━━━ Exercise data ━━━
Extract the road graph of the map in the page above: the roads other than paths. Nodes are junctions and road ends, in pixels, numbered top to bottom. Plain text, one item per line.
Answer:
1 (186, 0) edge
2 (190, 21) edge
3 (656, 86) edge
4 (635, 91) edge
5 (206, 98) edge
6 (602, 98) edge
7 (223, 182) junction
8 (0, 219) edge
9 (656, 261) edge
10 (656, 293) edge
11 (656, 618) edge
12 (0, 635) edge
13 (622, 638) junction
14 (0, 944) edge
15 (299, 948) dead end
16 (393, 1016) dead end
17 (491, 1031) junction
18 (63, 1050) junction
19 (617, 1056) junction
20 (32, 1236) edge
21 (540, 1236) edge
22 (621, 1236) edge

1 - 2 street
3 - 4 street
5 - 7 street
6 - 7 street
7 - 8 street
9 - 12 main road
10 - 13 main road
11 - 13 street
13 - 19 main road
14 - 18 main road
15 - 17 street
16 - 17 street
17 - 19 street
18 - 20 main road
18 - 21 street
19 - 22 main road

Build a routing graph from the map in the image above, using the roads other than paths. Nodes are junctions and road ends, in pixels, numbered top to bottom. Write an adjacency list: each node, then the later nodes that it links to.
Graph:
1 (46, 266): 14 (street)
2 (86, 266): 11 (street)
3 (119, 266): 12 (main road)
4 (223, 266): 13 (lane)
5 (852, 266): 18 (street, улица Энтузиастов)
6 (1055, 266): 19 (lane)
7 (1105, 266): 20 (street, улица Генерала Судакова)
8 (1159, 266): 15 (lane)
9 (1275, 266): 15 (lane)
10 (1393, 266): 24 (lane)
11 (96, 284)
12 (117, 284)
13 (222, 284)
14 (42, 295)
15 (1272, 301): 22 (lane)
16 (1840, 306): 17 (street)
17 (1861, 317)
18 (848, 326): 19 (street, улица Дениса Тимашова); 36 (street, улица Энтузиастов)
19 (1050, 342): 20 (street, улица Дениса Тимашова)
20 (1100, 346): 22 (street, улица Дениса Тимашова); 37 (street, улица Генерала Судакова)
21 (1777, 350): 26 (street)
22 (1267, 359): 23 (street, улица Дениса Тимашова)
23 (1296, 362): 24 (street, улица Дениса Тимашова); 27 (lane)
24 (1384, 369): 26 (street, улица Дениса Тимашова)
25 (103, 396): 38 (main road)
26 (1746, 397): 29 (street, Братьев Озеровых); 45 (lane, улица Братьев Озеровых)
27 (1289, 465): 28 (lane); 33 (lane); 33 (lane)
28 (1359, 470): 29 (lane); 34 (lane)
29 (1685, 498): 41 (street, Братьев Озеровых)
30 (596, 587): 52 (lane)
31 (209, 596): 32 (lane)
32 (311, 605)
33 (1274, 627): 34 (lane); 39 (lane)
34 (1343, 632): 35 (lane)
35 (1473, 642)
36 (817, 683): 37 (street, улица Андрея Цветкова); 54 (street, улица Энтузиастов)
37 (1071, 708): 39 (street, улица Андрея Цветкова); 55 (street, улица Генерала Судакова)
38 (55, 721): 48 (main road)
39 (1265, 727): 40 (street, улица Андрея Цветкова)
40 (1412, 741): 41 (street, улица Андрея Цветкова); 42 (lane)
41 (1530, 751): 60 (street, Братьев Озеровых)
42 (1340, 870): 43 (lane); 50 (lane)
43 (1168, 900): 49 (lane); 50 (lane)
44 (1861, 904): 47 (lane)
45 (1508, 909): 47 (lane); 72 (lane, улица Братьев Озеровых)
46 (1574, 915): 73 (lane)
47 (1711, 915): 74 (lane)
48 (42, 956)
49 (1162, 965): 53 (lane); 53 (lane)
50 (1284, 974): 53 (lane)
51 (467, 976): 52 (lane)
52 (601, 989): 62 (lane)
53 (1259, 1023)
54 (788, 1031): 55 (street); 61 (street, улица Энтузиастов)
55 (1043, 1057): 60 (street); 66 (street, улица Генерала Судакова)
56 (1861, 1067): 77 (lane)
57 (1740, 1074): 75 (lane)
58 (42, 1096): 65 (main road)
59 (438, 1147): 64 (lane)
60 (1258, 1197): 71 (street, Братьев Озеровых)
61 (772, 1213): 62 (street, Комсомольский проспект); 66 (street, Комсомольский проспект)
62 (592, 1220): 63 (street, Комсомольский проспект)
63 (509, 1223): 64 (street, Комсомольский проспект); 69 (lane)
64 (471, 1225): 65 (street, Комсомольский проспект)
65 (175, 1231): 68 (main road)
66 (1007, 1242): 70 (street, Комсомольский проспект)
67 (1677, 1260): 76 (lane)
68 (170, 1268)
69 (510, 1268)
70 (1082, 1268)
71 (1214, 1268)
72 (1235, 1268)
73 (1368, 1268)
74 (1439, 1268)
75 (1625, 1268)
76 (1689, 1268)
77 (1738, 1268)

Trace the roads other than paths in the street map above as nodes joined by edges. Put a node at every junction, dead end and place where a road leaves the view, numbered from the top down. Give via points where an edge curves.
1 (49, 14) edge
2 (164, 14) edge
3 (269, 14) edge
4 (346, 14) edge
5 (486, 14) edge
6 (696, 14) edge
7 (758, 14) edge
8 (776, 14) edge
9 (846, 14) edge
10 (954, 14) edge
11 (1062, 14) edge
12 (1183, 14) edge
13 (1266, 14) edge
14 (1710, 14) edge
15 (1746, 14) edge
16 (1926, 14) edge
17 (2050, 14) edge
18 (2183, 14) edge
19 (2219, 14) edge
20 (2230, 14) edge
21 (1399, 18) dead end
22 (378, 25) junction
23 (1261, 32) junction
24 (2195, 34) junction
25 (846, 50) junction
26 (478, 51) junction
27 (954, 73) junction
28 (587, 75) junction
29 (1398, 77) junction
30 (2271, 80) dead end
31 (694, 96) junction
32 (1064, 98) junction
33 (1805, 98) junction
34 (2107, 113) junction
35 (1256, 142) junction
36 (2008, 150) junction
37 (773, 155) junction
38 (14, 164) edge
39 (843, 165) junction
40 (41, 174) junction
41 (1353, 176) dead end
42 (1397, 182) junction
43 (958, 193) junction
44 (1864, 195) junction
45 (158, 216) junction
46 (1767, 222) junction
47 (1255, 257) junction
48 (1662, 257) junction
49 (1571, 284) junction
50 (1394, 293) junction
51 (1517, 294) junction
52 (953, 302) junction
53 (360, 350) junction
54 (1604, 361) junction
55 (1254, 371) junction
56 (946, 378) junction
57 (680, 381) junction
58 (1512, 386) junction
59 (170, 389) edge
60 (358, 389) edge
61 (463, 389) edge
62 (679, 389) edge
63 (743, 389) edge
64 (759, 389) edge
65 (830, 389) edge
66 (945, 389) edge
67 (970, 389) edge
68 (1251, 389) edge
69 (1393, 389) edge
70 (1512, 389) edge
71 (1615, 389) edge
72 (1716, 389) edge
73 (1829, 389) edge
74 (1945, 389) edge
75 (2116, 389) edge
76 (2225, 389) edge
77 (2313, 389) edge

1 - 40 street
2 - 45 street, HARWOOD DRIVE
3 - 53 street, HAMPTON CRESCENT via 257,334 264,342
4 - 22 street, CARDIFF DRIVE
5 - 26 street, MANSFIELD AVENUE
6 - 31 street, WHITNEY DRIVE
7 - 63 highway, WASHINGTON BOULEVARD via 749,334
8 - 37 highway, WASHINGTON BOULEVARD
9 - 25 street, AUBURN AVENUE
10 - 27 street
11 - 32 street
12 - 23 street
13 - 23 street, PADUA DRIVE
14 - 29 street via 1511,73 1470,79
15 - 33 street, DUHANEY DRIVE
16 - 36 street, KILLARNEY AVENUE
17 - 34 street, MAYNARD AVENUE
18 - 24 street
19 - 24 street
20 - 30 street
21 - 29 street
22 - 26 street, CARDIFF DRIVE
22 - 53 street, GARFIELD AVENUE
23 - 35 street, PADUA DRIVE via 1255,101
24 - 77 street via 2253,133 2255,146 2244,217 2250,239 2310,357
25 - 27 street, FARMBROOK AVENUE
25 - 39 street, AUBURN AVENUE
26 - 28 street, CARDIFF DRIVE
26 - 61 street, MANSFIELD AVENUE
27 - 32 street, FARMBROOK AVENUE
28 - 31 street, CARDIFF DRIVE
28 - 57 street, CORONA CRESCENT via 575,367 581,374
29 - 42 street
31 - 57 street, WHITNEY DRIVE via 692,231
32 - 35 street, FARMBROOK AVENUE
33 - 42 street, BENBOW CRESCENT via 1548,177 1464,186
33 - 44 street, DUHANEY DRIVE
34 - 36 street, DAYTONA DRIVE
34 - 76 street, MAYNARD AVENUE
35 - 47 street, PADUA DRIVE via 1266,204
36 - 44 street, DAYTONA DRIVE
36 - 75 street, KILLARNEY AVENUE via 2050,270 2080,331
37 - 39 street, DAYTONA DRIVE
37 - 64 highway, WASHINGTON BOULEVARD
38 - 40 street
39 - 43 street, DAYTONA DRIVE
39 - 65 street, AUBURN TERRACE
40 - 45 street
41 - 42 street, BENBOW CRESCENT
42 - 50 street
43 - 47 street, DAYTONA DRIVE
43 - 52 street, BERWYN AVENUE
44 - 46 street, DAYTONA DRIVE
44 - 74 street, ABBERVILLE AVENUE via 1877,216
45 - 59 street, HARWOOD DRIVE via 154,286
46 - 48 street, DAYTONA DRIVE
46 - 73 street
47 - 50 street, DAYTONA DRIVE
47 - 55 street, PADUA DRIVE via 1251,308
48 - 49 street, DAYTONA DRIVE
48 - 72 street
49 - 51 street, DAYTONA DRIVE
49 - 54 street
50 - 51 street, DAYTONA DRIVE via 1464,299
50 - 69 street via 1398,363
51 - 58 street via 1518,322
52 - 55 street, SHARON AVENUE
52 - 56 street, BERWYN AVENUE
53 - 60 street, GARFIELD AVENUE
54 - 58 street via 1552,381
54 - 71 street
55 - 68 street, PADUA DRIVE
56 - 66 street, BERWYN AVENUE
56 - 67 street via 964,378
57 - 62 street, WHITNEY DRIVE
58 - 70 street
━━━
Please return every line from the first one in the records above down to the line containing "Build a routing", including both, exactly as written and nothing more.

Extract the road graph of the map in the page above: the roads other than paths. Nodes are junctions and road ends, in pixels, numbered top to bottom. Plain text, one item per line.
Answer:
1 (186, 0) edge
2 (190, 21) edge
3 (656, 86) edge
4 (635, 91) edge
5 (206, 98) edge
6 (602, 98) edge
7 (223, 182) junction
8 (0, 219) edge
9 (656, 261) edge
10 (656, 293) edge
11 (656, 618) edge
12 (0, 635) edge
13 (622, 638) junction
14 (0, 944) edge
15 (299, 948) dead end
16 (393, 1016) dead end
17 (491, 1031) junction
18 (63, 1050) junction
19 (617, 1056) junction
20 (32, 1236) edge
21 (540, 1236) edge
22 (621, 1236) edge

1 - 2 street
3 - 4 street
5 - 7 street
6 - 7 street
7 - 8 street
9 - 12 main road
10 - 13 main road
11 - 13 street
13 - 19 main road
14 - 18 main road
15 - 17 street
16 - 17 street
17 - 19 street
18 - 20 main road
18 - 21 street
19 - 22 main road

Build a routing graph from the map in the image above, using the roads other than paths. Nodes are junctions and road ends, in pixels, numbered top to bottom. Write an adjacency list: each node, then the later nodes that it links to.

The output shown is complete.